Top of SUPPLIED DATA
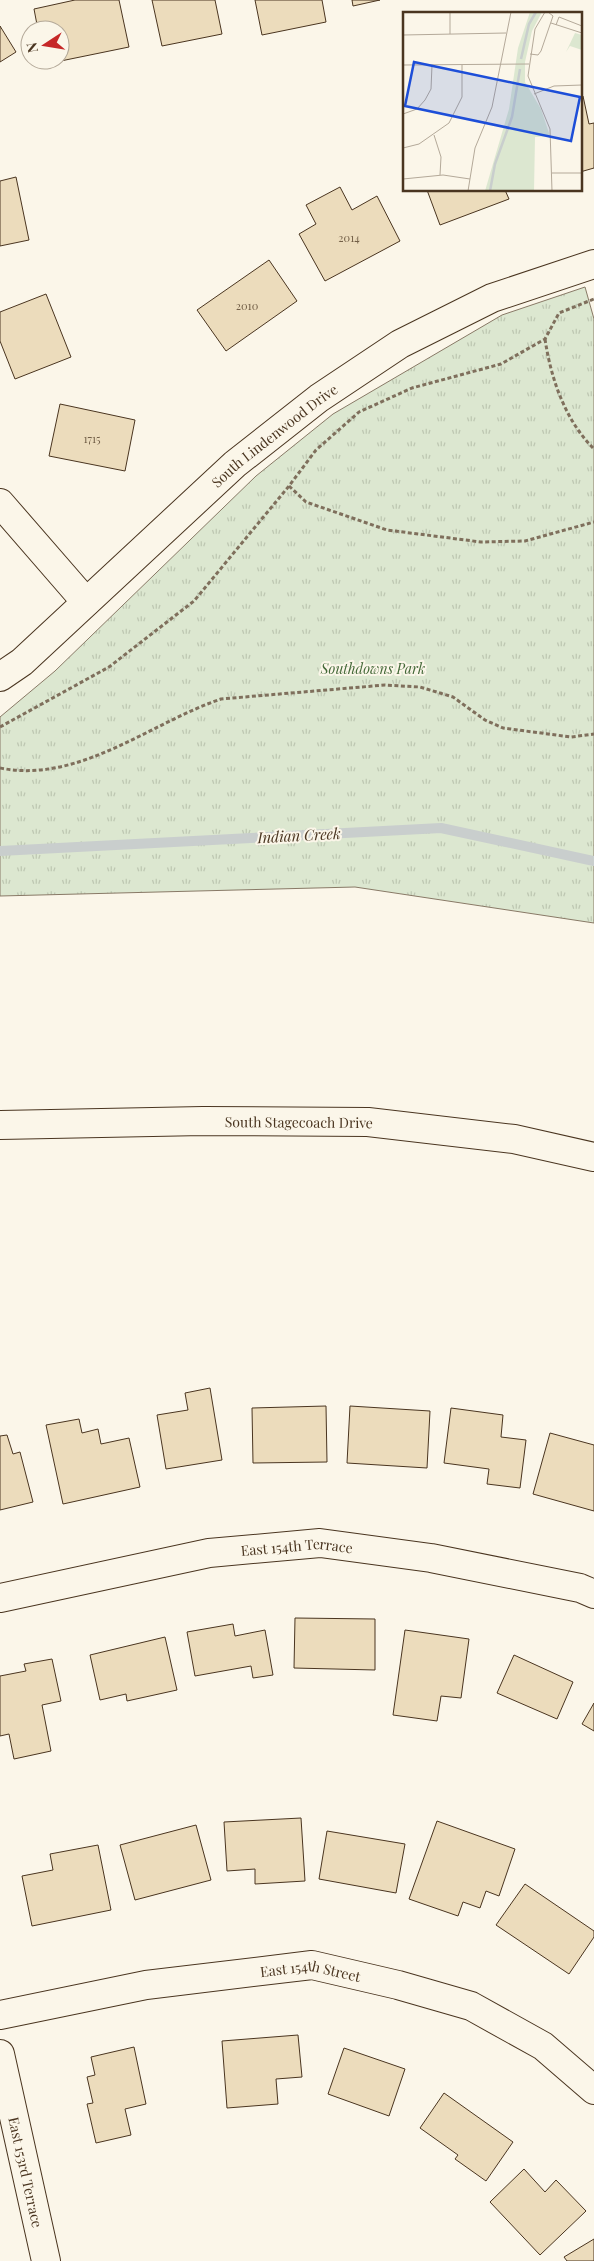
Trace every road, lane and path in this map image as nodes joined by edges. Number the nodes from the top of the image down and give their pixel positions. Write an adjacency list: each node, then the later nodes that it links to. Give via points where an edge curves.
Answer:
1 (594, 264): 8 (street, South Lindenwood Drive, via 492,298 400,344 318,398 235,464)
2 (594, 299): 3 (path, via 559,313)
3 (545, 339): 4 (path, via 550,372 569,415); 5 (path, via 501,364 412,388 359,412 316,450)
4 (594, 449)
5 (289, 486): 7 (path, via 306,502 387,530 482,542 526,541); 10 (path, via 194,601 109,667)
6 (0, 503): 8 (street)
7 (594, 522)
8 (86, 602): 9 (street, South Lindenwood Drive, via 22,662)
9 (0, 677)
10 (0, 727)
11 (594, 734): 12 (path, via 572,737 503,728 485,720 453,697 420,687 385,685 221,699 81,761 16,772)
12 (0, 768)
13 (0, 1125): 14 (street, South Stagecoach Drive, via 368,1122 514,1139)
14 (594, 1157)
15 (594, 1594): 16 (street, East 154th Terrace, via 580,1588 431,1558 320,1542 209,1553)
16 (0, 1598)
17 (0, 2015): 19 (street, East 154th Street, via 146,1985 312,1965 471,2006 543,2046)
18 (0, 2054): 20 (street, East 153rd Terrace)
19 (594, 2090)
20 (46, 2261)

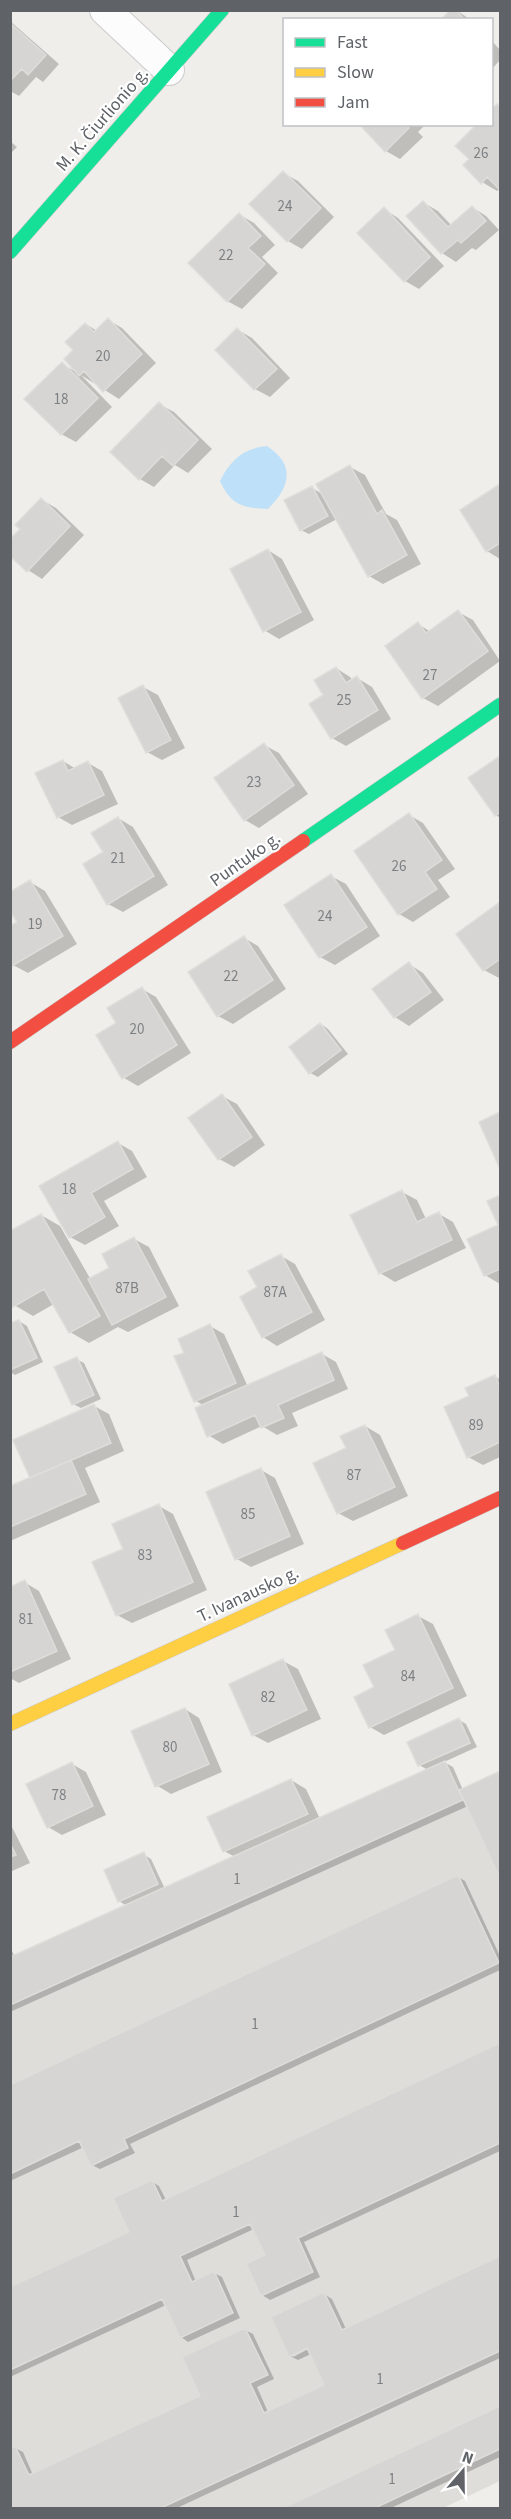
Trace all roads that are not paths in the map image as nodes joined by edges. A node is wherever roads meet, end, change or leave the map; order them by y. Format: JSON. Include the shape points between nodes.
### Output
{"nodes":[{"id":1,"x":105,"y":10,"type":"edge"},
{"id":2,"x":222,"y":10,"type":"edge"},
{"id":3,"x":168,"y":70,"type":"junction"},
{"id":4,"x":10,"y":252,"type":"edge"},
{"id":5,"x":501,"y":705,"type":"edge"},
{"id":6,"x":10,"y":1042,"type":"edge"},
{"id":7,"x":501,"y":1498,"type":"edge"},
{"id":8,"x":10,"y":1724,"type":"edge"}],
"edges":[{"from":1,"to":3,"type":"street"},
{"from":2,"to":3,"type":"street","name":"M. K. Čiurlionio g."},
{"from":3,"to":4,"type":"street","name":"M. K. Čiurlionio g."},
{"from":5,"to":6,"type":"street","name":"Puntuko g."},
{"from":7,"to":8,"type":"street","name":"T. Ivanausko g."}]}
Bottom of SUPPLIED DATA
HOW TO COMPLETE THIS TASK: Repeat the lines above precisely and skip every picture.

ANSWER SECTION:
Trace every road, lane and path in this map image as nodes joined by edges. Number the nodes from the top of the image down and give their pixel positions. Write an adjacency list: each node, then the later nodes that it links to. Give via points where an edge curves.
Answer:
1 (594, 264): 8 (street, South Lindenwood Drive, via 492,298 400,344 318,398 235,464)
2 (594, 299): 3 (path, via 559,313)
3 (545, 339): 4 (path, via 550,372 569,415); 5 (path, via 501,364 412,388 359,412 316,450)
4 (594, 449)
5 (289, 486): 7 (path, via 306,502 387,530 482,542 526,541); 10 (path, via 194,601 109,667)
6 (0, 503): 8 (street)
7 (594, 522)
8 (86, 602): 9 (street, South Lindenwood Drive, via 22,662)
9 (0, 677)
10 (0, 727)
11 (594, 734): 12 (path, via 572,737 503,728 485,720 453,697 420,687 385,685 221,699 81,761 16,772)
12 (0, 768)
13 (0, 1125): 14 (street, South Stagecoach Drive, via 368,1122 514,1139)
14 (594, 1157)
15 (594, 1594): 16 (street, East 154th Terrace, via 580,1588 431,1558 320,1542 209,1553)
16 (0, 1598)
17 (0, 2015): 19 (street, East 154th Street, via 146,1985 312,1965 471,2006 543,2046)
18 (0, 2054): 20 (street, East 153rd Terrace)
19 (594, 2090)
20 (46, 2261)

Trace all roads that are not paths in the map image as nodes joined by edges. A node is wherever roads meet, end, change or leave the map; order them by y. Format: JSON. Include the shape points between nodes.
### Output
{"nodes":[{"id":1,"x":105,"y":10,"type":"edge"},
{"id":2,"x":222,"y":10,"type":"edge"},
{"id":3,"x":168,"y":70,"type":"junction"},
{"id":4,"x":10,"y":252,"type":"edge"},
{"id":5,"x":501,"y":705,"type":"edge"},
{"id":6,"x":10,"y":1042,"type":"edge"},
{"id":7,"x":501,"y":1498,"type":"edge"},
{"id":8,"x":10,"y":1724,"type":"edge"}],
"edges":[{"from":1,"to":3,"type":"street"},
{"from":2,"to":3,"type":"street","name":"M. K. Čiurlionio g."},
{"from":3,"to":4,"type":"street","name":"M. K. Čiurlionio g."},
{"from":5,"to":6,"type":"street","name":"Puntuko g."},
{"from":7,"to":8,"type":"street","name":"T. Ivanausko g."}]}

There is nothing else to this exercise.